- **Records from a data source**
:::::
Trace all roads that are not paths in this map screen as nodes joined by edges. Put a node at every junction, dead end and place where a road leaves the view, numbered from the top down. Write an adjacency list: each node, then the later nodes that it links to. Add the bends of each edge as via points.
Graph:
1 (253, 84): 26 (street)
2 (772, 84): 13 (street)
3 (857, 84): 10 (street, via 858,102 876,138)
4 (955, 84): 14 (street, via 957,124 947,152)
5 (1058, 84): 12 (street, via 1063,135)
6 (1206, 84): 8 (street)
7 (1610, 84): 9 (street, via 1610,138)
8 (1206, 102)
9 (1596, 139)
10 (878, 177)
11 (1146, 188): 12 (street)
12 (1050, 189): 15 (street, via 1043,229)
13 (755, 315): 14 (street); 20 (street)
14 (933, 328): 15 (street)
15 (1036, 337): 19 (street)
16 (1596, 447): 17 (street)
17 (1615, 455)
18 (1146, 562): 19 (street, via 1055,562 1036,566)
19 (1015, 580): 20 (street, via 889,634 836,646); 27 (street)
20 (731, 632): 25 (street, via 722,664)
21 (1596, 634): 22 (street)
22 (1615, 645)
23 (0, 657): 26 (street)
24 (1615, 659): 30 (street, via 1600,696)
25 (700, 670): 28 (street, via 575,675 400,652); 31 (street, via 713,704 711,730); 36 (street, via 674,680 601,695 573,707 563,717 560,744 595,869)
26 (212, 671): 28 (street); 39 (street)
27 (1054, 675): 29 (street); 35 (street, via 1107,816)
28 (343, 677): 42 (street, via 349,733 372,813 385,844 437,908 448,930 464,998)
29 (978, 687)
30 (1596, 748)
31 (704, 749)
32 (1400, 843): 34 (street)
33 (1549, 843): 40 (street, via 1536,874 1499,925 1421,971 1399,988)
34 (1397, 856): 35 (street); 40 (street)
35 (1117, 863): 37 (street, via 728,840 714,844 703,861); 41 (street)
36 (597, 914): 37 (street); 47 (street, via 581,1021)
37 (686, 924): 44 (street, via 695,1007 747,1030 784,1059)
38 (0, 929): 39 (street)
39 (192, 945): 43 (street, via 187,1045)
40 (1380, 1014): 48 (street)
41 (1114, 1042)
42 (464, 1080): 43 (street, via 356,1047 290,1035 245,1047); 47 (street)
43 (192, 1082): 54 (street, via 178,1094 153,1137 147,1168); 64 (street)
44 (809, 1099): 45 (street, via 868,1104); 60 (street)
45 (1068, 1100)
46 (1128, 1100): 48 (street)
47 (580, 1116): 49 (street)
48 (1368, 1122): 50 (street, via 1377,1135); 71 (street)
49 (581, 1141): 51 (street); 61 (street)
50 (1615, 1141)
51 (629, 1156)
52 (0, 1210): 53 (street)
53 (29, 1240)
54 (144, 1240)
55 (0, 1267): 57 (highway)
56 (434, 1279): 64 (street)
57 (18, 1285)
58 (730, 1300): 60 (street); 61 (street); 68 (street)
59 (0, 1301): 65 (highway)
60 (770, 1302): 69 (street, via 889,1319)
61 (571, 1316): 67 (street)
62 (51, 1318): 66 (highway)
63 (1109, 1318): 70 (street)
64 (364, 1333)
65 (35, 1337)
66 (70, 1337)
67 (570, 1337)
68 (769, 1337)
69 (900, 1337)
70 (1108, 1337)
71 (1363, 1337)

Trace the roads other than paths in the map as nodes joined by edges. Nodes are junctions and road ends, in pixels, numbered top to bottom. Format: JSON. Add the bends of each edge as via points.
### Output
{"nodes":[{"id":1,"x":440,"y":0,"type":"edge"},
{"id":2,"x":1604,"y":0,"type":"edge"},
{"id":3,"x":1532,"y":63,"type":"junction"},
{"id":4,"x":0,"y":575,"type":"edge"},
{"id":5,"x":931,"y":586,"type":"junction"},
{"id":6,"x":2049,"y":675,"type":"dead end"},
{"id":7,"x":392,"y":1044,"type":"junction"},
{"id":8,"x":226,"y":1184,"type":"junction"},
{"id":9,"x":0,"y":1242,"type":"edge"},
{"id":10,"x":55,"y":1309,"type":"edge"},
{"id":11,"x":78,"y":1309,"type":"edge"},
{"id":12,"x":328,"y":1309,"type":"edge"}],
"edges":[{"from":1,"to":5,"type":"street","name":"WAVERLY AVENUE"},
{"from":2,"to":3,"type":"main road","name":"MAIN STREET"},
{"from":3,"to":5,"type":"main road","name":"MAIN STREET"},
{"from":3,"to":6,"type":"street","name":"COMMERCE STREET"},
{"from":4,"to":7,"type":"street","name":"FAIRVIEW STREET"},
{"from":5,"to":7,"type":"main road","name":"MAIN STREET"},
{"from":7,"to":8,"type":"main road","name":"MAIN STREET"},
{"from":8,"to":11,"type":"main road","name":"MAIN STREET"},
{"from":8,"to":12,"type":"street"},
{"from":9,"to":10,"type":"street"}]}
:::::
State the number of lines in the entries above that contain the word "each", and nothing more.

- **Result below**
2